Drawing Inspiration from DFS Innovations: Part II

Jan 5, 2016
|
Tags :
  • Digital Financial Services,
  • In a previous blog, we highlighted a couple of the key elements that go towards fulfilling the goal of digital financial inclusion which is defined as digital access to and use of formal financial services by excluded and underserved populations. Such services should be suited to the customers’ needs and delivered responsibly, at a cost both affordable to customers and sustainable for providers.’. These elements – leveraging the unique capabilities of mobile phones and designing products that align with customer incentives – were captured by some very successful digital financial services companies in East Africa: mShwari and Kopo Kopo . As a follow-up to that blog, we want to continue in the same vein and highlight more companies that have captured other elements of effective, successful products that promote digital financial inclusion.

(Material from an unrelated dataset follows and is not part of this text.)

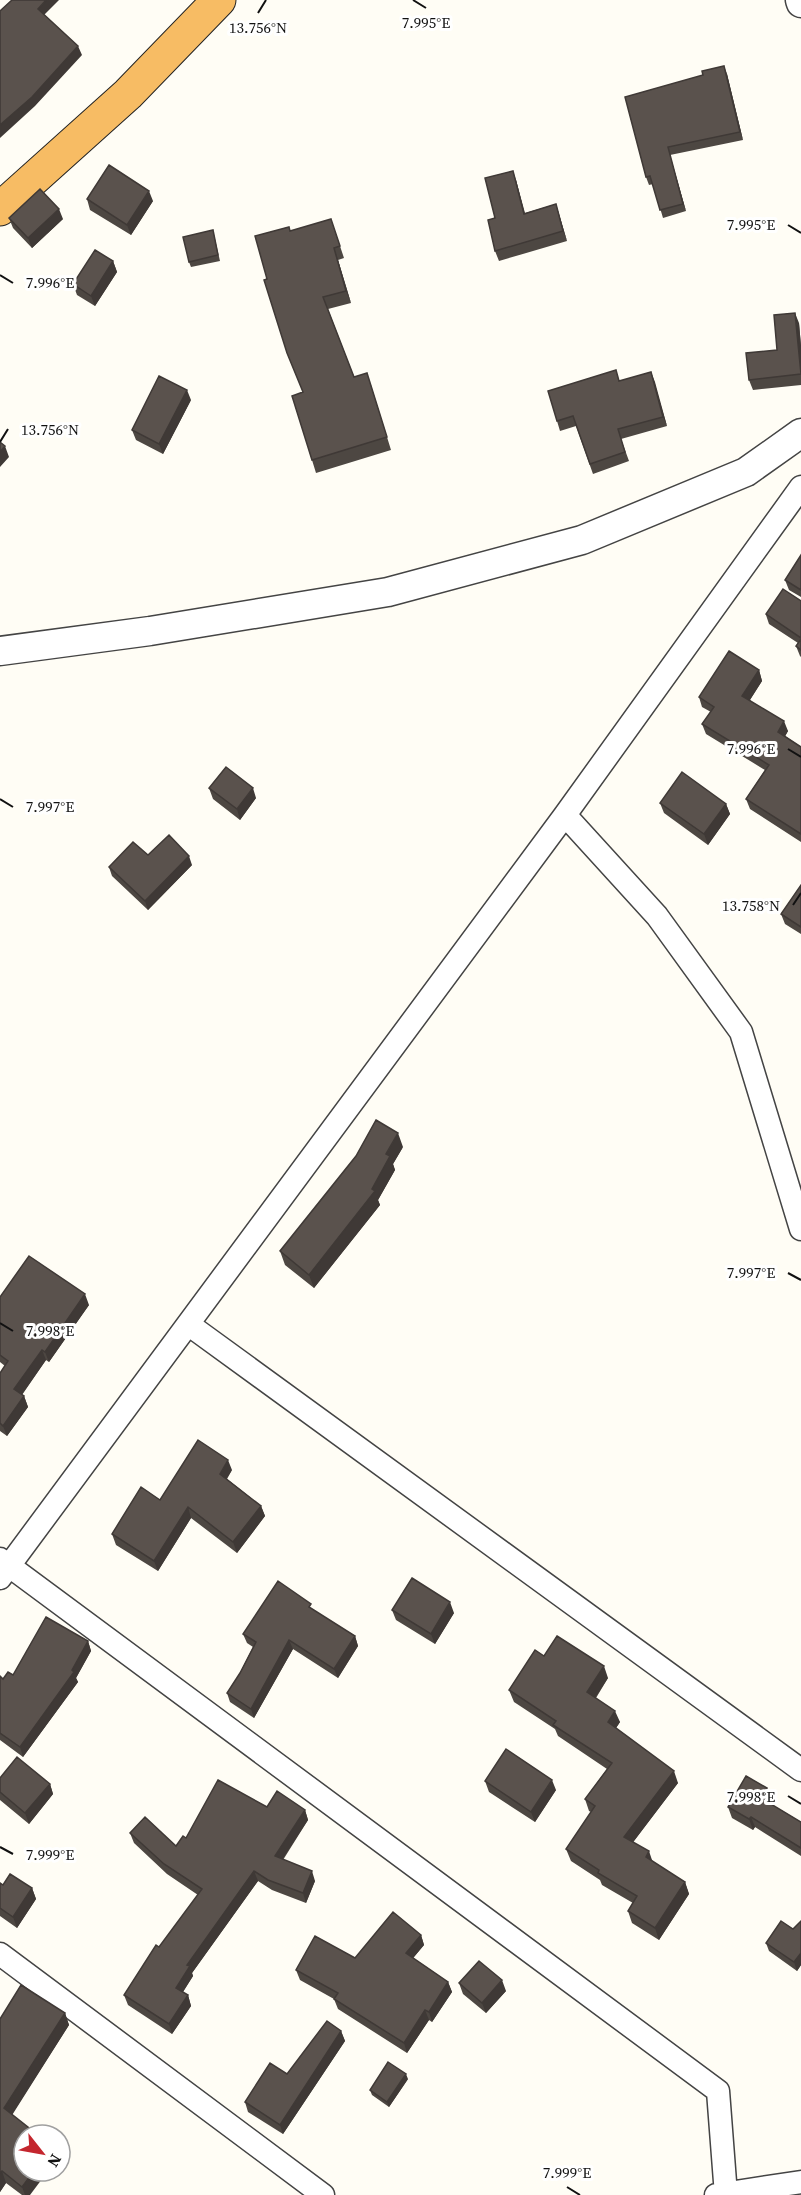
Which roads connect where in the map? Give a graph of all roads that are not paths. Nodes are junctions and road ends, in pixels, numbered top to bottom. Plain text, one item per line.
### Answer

    Frontline Post Pakistan Rocks with 186 Billion Mobile Messages

    Frontline Post Pakistan Rocks with 186 Billion Mobile Messages

    INCORPORATING CHARACTERISTICS OF THE INFORMAL ECONOMY

    Research of financial transactions within the BOP segment has revealed that cash is viewed as convenient and secure when compared to digital payments. This should lead providers to ask themselves how they can develop products and services that match customers’ perceptions of cash transactions. Imposing a top-down perspective based on insights from years of servicing customers of traditional banks can lead to frustration with mobile wallets and therefore be a possible reason for low uptake. An example of an initiative that takes into account current customer norms and behaviors is the result of a collaboration between Airtel Uganda and Grameen Foundation: Airtel Weza.

    Airtel Weza was designed around informal women’s savings groups in Uganda and leverages the best aspects of social savings groups while also overcoming some of the drawbacks associated with such groups such as lack of security, convenience, and transparency. The recent FII survey showed that 33% of Pakistanis who save do so via a ROSCA and that women prefer it as a method of savings over men almost 2 to 1. However only 3% of women in Pakistan have any type of formal bank account, demonstrating latent demand. A product like Airtel Weza, that incorporates characteristics of already existing informal savings methods among women, could go a long way towards catalyzing mobile money usage in a particularly underbanked segment of the population in Pakistan. The initiative is in early stages but there is a possibility of linking the group mobile wallet account to a line of credit with a bank.

    USE CASES BUT NO AWARENESS

    Apart from the supply-side issue of a lack of compelling financial products and services, part of the blame for low mobile wallet uptake can be assigned to consumers who do not always fully understand the spectrum of digital financial services that exists: only 6% of customers think that they can save with mobile money products.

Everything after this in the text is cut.